Case Studies

Intervention on a Cavern Storage Well

Case Study on a well control event on a cavern storage well on the Texas Gulf Coast.


Wild Well Control (WWC) Personnel responded to a well control event on a cavern storage well on the Texas Gulf Coast. This project posed some unique challenges associated with cavern well interventions that are much different from working with a conventional reservoir storage environment.


The event began with a reported leak at the flanged connection between the A-section and B-section of the wellhead. The A-section was landed on the 20” intermediate casing and the 13 3/8” casing was hung off with a modified hanger system that had limited data available. The 8 ¾” tubing (brine string) was landed in the B-section. Pressure was noted on the 13 3/8” by 20” casing annulus indicating hydraulic communication between the two strings. A vent line and flare stack were installed on the A-section to flow this annulus for pressure management purposes, and to prevent a possible failure of the 20” casing.

The initial site assessment noted the following challenges:

  • Cavern contained +/-6 BCF of processed natural gas. This was a huge concern for collateral damage if the containment of the wellbore was compromised.
  • Any loss of containment of the well could lead to a catastrophic failure of the entire cavern and jeopardize the neighboring cavern's integrity.
  • The well was located within a plant facility; thus, collateral damage from a well failure would likely be severe.
  • Cavern storage wells cannot be killed with hydrostatic pressure from a fluid column like conventional wellbores.
  • The wellhead hanger contained a modified bushing which was reported, but no additional data could be located.
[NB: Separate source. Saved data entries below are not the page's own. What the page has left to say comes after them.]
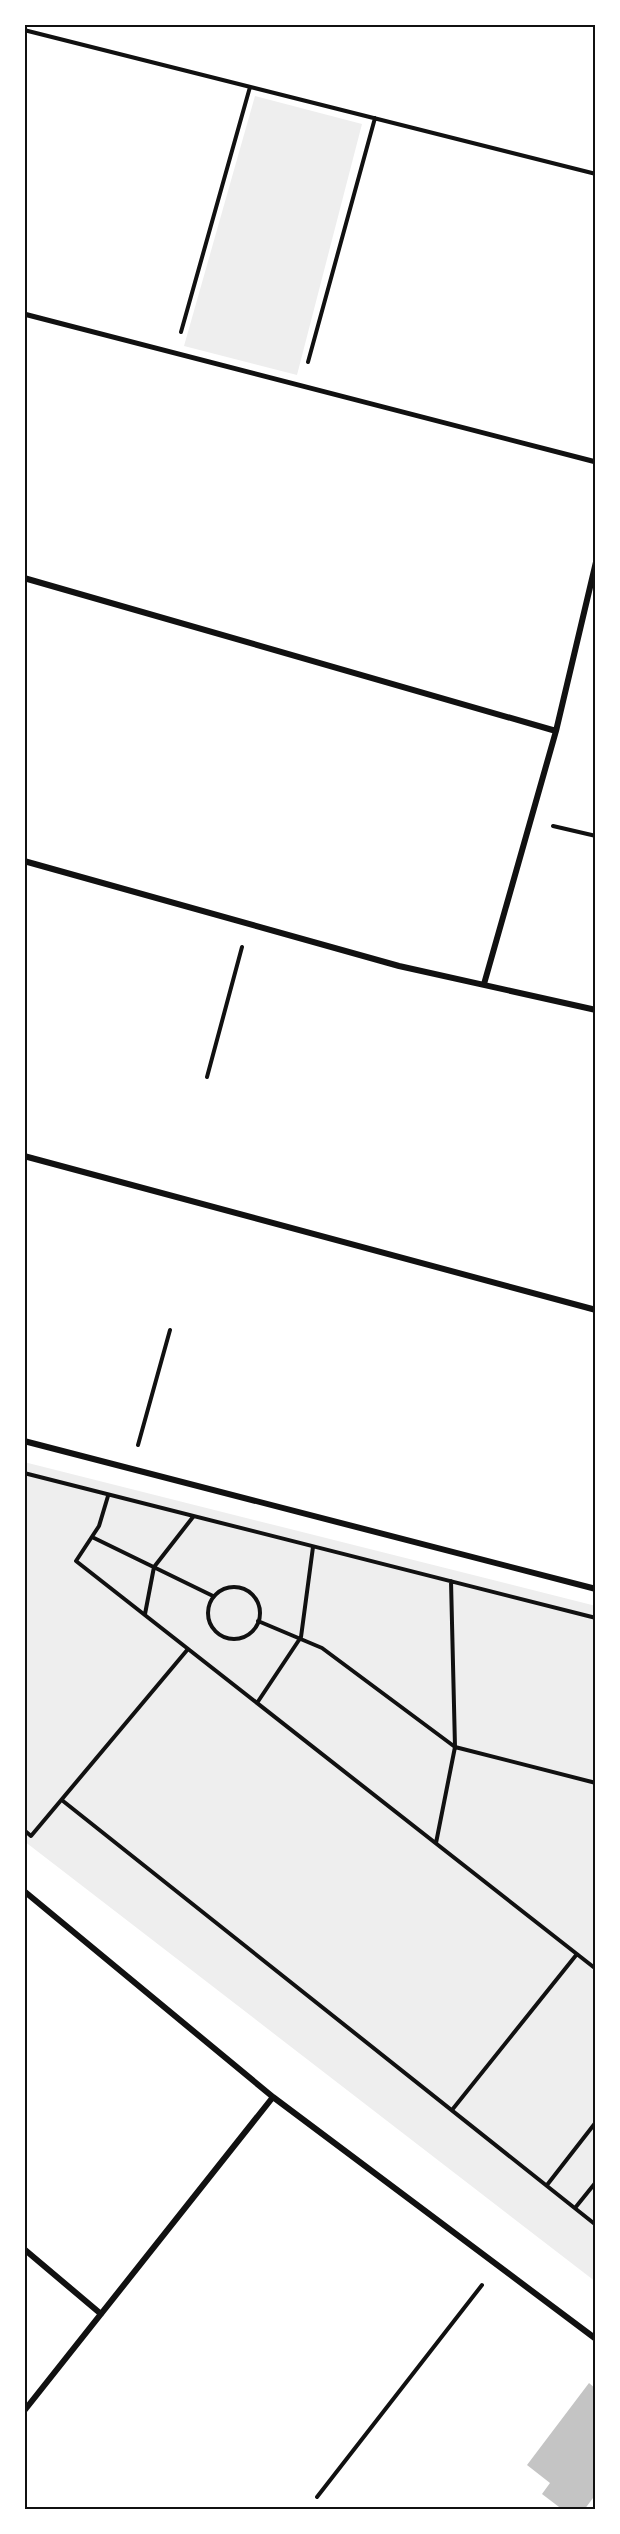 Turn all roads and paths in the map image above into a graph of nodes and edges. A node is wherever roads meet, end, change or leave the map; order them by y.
1 (24, 30) edge
2 (250, 87) junction
3 (375, 118) junction
4 (596, 174) edge
5 (24, 314) edge
6 (175, 353) junction
7 (302, 386) junction
8 (596, 462) edge
9 (596, 562) edge
10 (24, 578) edge
11 (556, 731) junction
12 (530, 821) junction
13 (596, 836) edge
14 (24, 861) edge
15 (248, 923) junction
16 (484, 984) junction
17 (596, 1010) edge
18 (207, 1077) dead end
19 (24, 1156) edge
20 (596, 1310) edge
21 (170, 1330) dead end
22 (24, 1441) edge
23 (132, 1469) junction
24 (24, 1473) edge
25 (108, 1496) junction
26 (193, 1517) junction
27 (92, 1537) junction
28 (313, 1547) junction
29 (154, 1567) junction
30 (452, 1581) junction
31 (596, 1589) edge
32 (213, 1596) junction
33 (145, 1615) junction
34 (596, 1618) edge
35 (258, 1621) junction
36 (301, 1637) junction
37 (188, 1649) junction
38 (258, 1703) junction
39 (455, 1748) junction
40 (596, 1783) edge
41 (63, 1801) junction
42 (24, 1830) edge
43 (436, 1843) junction
44 (24, 1891) edge
45 (577, 1954) junction
46 (596, 1969) edge
47 (273, 2097) junction
48 (452, 2110) junction
49 (596, 2122) edge
50 (596, 2181) edge
51 (547, 2185) junction
52 (575, 2208) junction
53 (596, 2225) edge
54 (24, 2249) edge
55 (498, 2264) junction
56 (101, 2314) junction
57 (596, 2339) edge
58 (24, 2411) edge
59 (317, 2497) dead end

1 - 2 path
2 - 3 path
2 - 6 path
3 - 4 path
3 - 7 path
5 - 6 street
6 - 7 street
7 - 8 street
9 - 11 street
10 - 11 street
11 - 12 street
12 - 13 path
12 - 16 street
14 - 15 street
15 - 16 street
15 - 18 path
16 - 17 street
19 - 20 street
21 - 23 path
22 - 23 street
23 - 31 street
24 - 25 path
25 - 26 path
25 - 27 path
26 - 28 path
26 - 29 path
27 - 29 path
27 - 33 path
28 - 30 path
28 - 36 path
29 - 32 path
29 - 33 path
30 - 34 path
30 - 39 path
32 - 35 path
32 - 35 path
33 - 37 path
35 - 36 path
36 - 38 path
36 - 39 path
37 - 38 path
37 - 41 path
38 - 43 path
39 - 40 path
39 - 43 path
41 - 42 path
41 - 48 path
43 - 45 path
44 - 47 street
45 - 46 path
45 - 48 path
47 - 55 street
47 - 56 street
48 - 51 path
49 - 51 path
50 - 52 path
51 - 52 path
52 - 53 path
54 - 56 street
55 - 57 street
55 - 59 path
56 - 58 street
This made preplanning for any wellhead repairs very difficult.
  • Wellhead body damage was present from the exiting flow.

WWC personnel were successful in assisting with the well intervention efforts to remediate the integrity issues with the wellhead and provided the desired firefighting protection as a contingency measure for a loss of wellbore containment.


Most well control operations involve multiple phases to achieve the ultimate goal of regaining control of the well. The following operational phases were completed for this project to reach the final resolution.

Initial Response and Assessment

Upon arrival to the wellsite, the 13 3/8” by 20” casing annulus was flowing to a flare stack as discussed with the client prior to mobilization. The facility did not appear to have adequate fire suppression if a very large-scale release were to occur. The subject wellbore contained processed natural gas at +/-1,500 psi cavern pressure. Any loss of containment would be a major threat to the entire facility and surrounding area. The initial activities were completed to provide additional firefighting coverage to the area at strategic locations. This involved multiple high volume fire pumps and water storage installations, along with high-rate transfer from more permanent water sources within the plant.

Well Intervention and Recovery

After the fire suppression equipment was in place, the actual wellbore intervention began. The two primary flow paths suspected for the annulus pressure were from a failure point within the 13 3/8” production casing, or through a failure in the wellhead seals. The modified bushing that was installed on the wellhead seal assembly would not allow for testing the seal integrity. The initial logging efforts indicated that the flow was not coming up the 13 3/8” by 20” casing annulus, thus indicating that the wellhead seals were the most likely failure point. The primary plan was developed to isolate the cavern from the wellbore to facilitate a full wellhead replacement. This plan required the removal of the 8 ¾” tubing string under pressure to allow for Bridge Plugs (BP) to be set in the 13 3/8” production casing to isolate the cavern. A snubbing unit was utilized to execute this operation. The unit required would need to be able to handle the very large 8 ¾” tubing string. A 600K unit was dispatched from Oklahoma and installed on the well. Diverting was continued throughout this entire process until the barriers could be established in the production casing.

The tubing string was successfully removed. There was a discrepancy in the reported pipe size on the wellbore schematic, and what pipe was recovered. During the recovery process, it was discovered that there were joints of 8 5/8” pipe within the string. This required some additional steps for the snubbing operations, but the tubing was fully recovered from the well safely. The 13 5/8” pneumatic actuated master valve on the wellhead was closed and the snubbing unit and BOPs were rigged down for the next phase.

Two BPs were set in the 13 3/8” production casing and tested. The well diversion through the vent line and flare stack was now complete and the cavern was fully isolated via the BPs. The tubing spool was removed, and it was confirmed visually that the seal assembly around the 13 3/8” production casing was indeed the failure point and the location of the hydraulic communication between the annuli. The master valve was removed and sent for service while the wellbore was isolated with the BPs.

The existing wellhead and section of 20” casing was removed at a pre-determined depth. A new wellhead and appropriate length of 20” casing were assembled at the wellhead vendor’s shop and delivered to the site. The new wellhead and casing were welded to the 20” string. The new seal assembly was installed, and the BOPs and snubbing unit were rigged back up to drill out the BPs. The plugs were milled out and the cavern was restored to operational status. The client did not intend to run the tubing string back into the wellbore at that particular time. All equipment was subsequently demobilized, and the project was successful in restoring integrity to the wellhead.